First a quick trip to the Depot.. $32.00 later I had the necesary things that I didn't already have at home, a roll of hardware cloth and four 2x4x8' pressure treated boards. 

Noon:  All the parts ready to go.









12:40 : The base framework structure complete.









1:10  :  A layer of hardware cloth installed.









1:25  :  The "Elbow Rest" installed (I like that name Richard)









1:45  :  A layer of 'recycled' landscape fabric (reduce, reuse, recycle... save the world... plus I'm cheap)









1:55  :  Roadbed and track installed..









2:10  :  Against the fence for a good look..... I like it!










Of course I couldn't have done it without my capable assistants...

Bruneau...









And Domino










Overall the build went very easily, I'm quite impressed.

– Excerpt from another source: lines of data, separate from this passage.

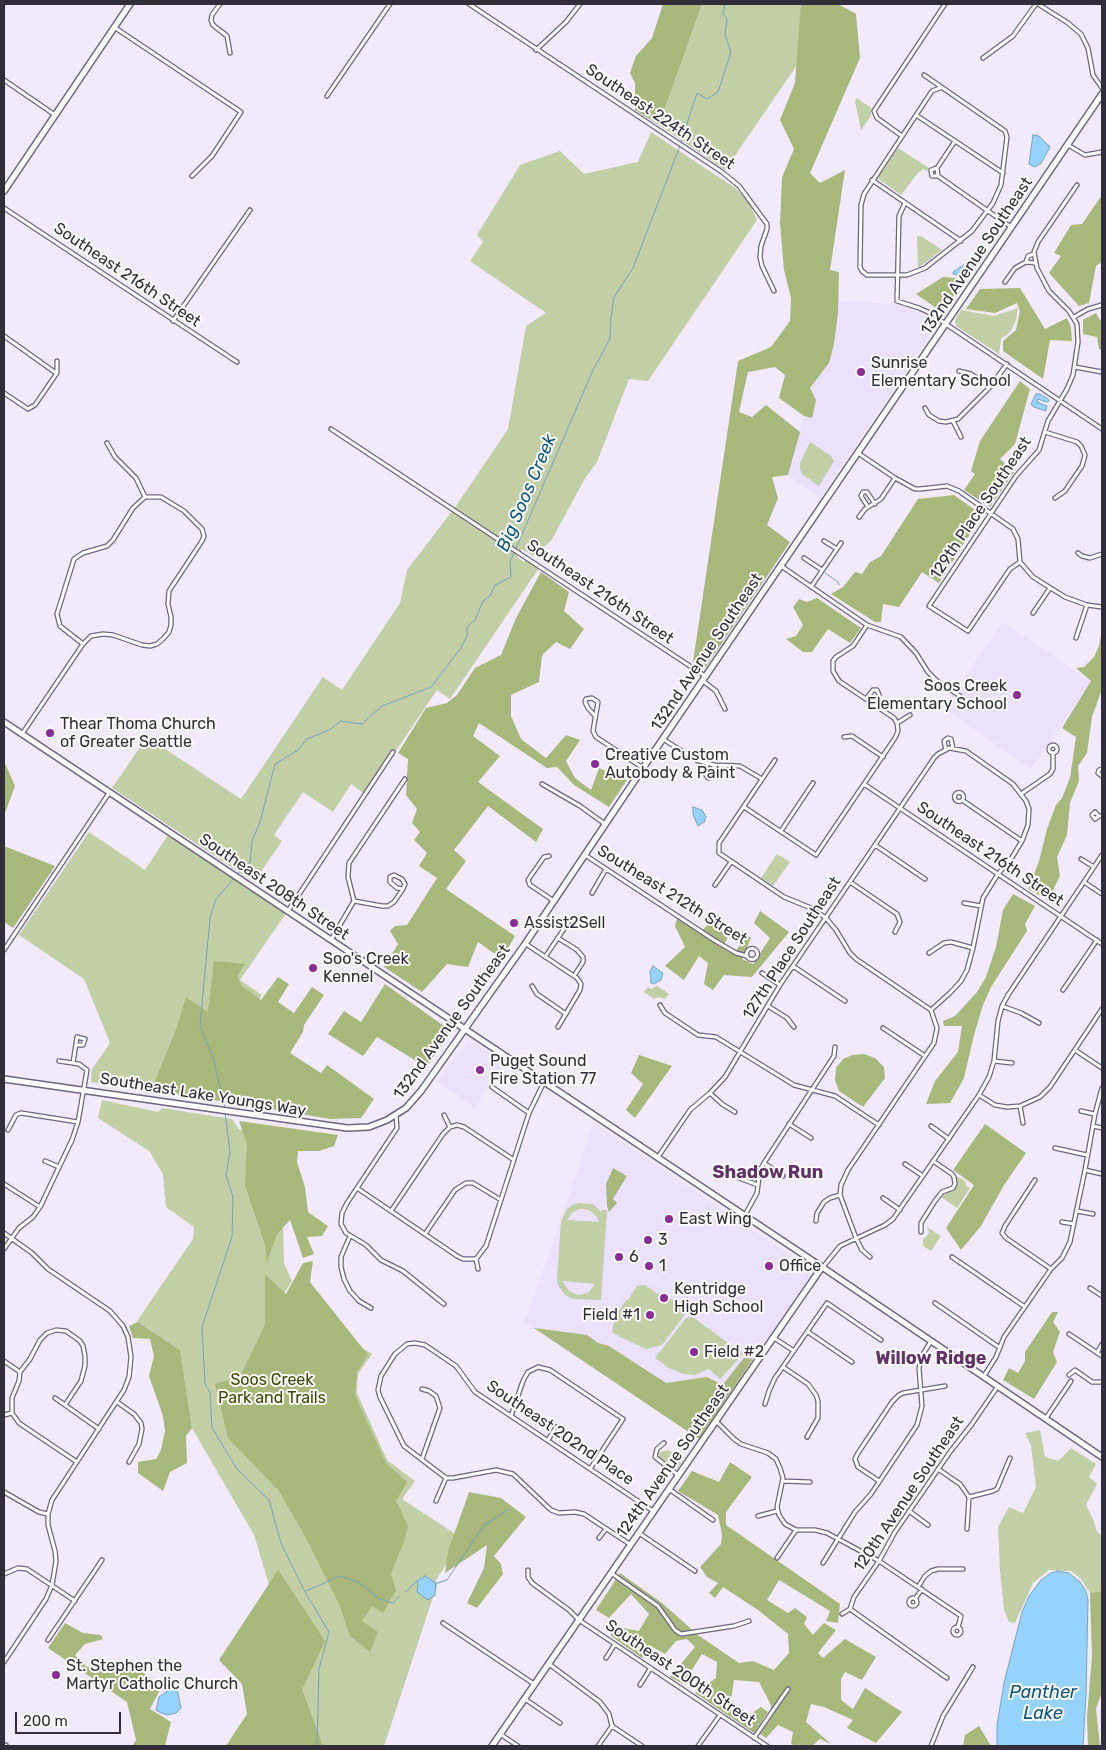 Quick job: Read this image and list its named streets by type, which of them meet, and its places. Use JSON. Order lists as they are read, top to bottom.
{
  "streets": {
    "main road": [
      "132nd Avenue Southeast",
      "Southeast 208th Street",
      "Southeast Lake Youngs Way",
      "124th Avenue Southeast"
    ],
    "street": [
      "Southeast 224th Street",
      "Southeast 216th Street",
      "129th Place Southeast",
      "Southeast 212th Street",
      "127th Place Southeast",
      "Southeast 202nd Place",
      "120th Avenue Southeast",
      "Southeast 200th Street"
    ]
  },
  "crossings": [
    ["132nd Avenue Southeast", "Southeast 216th Street"],
    ["132nd Avenue Southeast", "Southeast 208th Street"],
    ["132nd Avenue Southeast", "Southeast 212th Street"],
    ["132nd Avenue Southeast", "Southeast Lake Youngs Way"],
    ["Southeast 216th Street", "127th Place Southeast"],
    ["Southeast 216th Street", "124th Avenue Southeast"],
    ["Southeast 208th Street", "127th Place Southeast"],
    ["Southeast 208th Street", "124th Avenue Southeast"],
    ["Southeast 208th Street", "120th Avenue Southeast"],
    ["Southeast 202nd Place", "124th Avenue Southeast"],
    ["124th Avenue Southeast", "Southeast 200th Street"]
  ],
  "districts": ["Shadow Run", "Willow Ridge"],
  "water": ["Big Soos Creek", "Panther Lake"],
  "parks": ["Soos Creek Park and Trails"],
  "places": [
    "Sunrise Elementary School",
    "Soos Creek Elementary School",
    "Thear Thoma Church of Greater Seattle",
    "Creative Custom Autobody & Paint",
    "Assist2Sell",
    "Soo's Creek Kennel",
    "Puget Sound Fire Station 77",
    "East Wing",
    "3",
    "6",
    "1",
    "Office",
    "Kentridge High School",
    "Field #1",
    "Field #2",
    "St. Stephen the Martyr Catholic Church"
  ],
  "scale_bar": "200 m"
}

I would have infilled with some dirt to complete the look but it's all still frozen.... Call the Cops Richard, I'm stealing your idea.. 

One down... 21 more to go..


----------



## Paul Norton (Jan 8, 2008)

Raised railways are certainly easy on the back, especially when switching.


----------



## Big John (Jan 4, 2008)

I agree with your sentiment about the great idea Richard has come up with for building raised train platforms that are way beyond the look of just plain wooden decks. I have already made 25 4x8 platforms and and have the scattered around my back yard. I am just waiting for the weather to warm up so I can dig holes, install the support legs and tie them together into a continuious road bed. I would post pictures but I don't know how to reduce the size of my photos. My grandson said he would show me how when he comes down to visit. By the way my grandson is 12, don't you just love it when someone that young can teach an old geezer new tricks.

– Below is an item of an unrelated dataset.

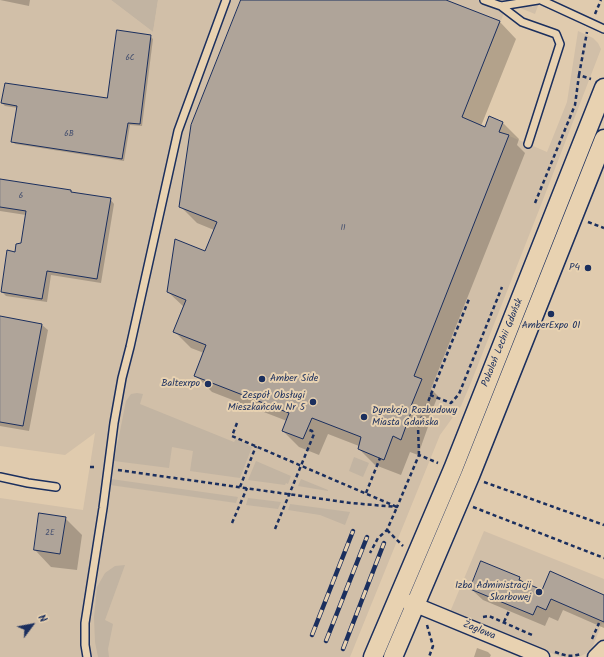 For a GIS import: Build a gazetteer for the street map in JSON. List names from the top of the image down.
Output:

Richard you should consider having GR publish an article on your system. I think a lot of fellow garden railroaders would love to see it.

John


----------



## jimtyp (Jan 2, 2008)

John, I agree that GR should publish an article on Richard's system. I find it a cross between an indoor and outdoor layout, with the advantages of both. The only disadvantage I see is cost; considerably more investment (up front) than just a trench method, but it has dividends of low or no maintenance that a trench has long term; including track heaving, weeds, sinking ballast, etc. But you can still have plants, it's a higher elevation for easy access, and you start with a blank canvass so you can customize it exactly the way you want. My next layout will definitely have at least a section of Richard's system. 

I think it needs a name other than Richard's system, kind of like the Logan Ladder. What would folks call this? Richard's Bench?


----------



## Richard Smith (Jan 2, 2008)

Great looking job *Dave* . You're off to a spectacular start. And with helpers like you've got the sky's the limit! [] 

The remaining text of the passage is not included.